PROVIDED ENTRIES section start
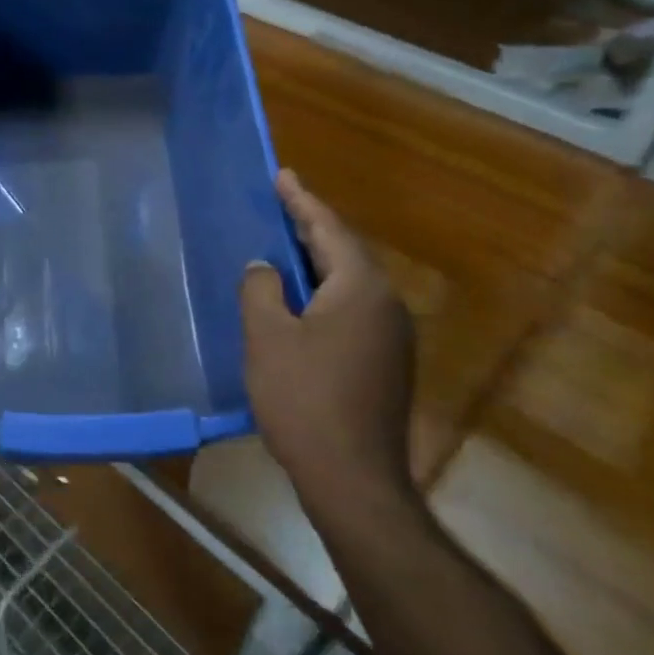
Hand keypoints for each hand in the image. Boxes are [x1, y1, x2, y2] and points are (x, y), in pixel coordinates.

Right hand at [239, 169, 416, 529]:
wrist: (354, 479)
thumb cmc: (304, 400)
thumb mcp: (268, 338)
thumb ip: (261, 290)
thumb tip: (264, 267)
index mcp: (360, 288)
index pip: (329, 229)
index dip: (301, 200)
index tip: (281, 175)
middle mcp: (386, 304)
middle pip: (344, 252)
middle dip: (310, 227)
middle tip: (279, 205)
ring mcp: (392, 336)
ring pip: (349, 283)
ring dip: (317, 262)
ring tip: (284, 247)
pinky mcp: (387, 363)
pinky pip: (352, 309)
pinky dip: (324, 293)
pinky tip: (300, 302)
PROVIDED ENTRIES section end
EXERCISE DESCRIPTION:
All entries, top to bottom, should be retyped exactly; the pictures should not be.

REPLY:
Hand keypoints for each hand in the image. Boxes are [x1, y1, x2, y2] and points are (x, y), in pixel coordinates.

Right hand at [239, 169, 416, 529]:
wrist: (354, 479)
thumb cmc: (304, 400)
thumb mcp: (268, 338)
thumb ip: (261, 290)
thumb tip: (264, 267)
index mcp: (360, 288)
index pip: (329, 229)
index dip: (301, 200)
index tip: (281, 175)
middle mcp: (386, 304)
middle pip: (344, 252)
middle dip: (310, 227)
middle tip: (279, 205)
ring mcp: (392, 336)
ring pip: (349, 283)
ring dip: (317, 262)
ring tip: (284, 247)
pinky mcp: (387, 363)
pinky pip: (352, 309)
pinky dip: (324, 293)
pinky tip: (300, 302)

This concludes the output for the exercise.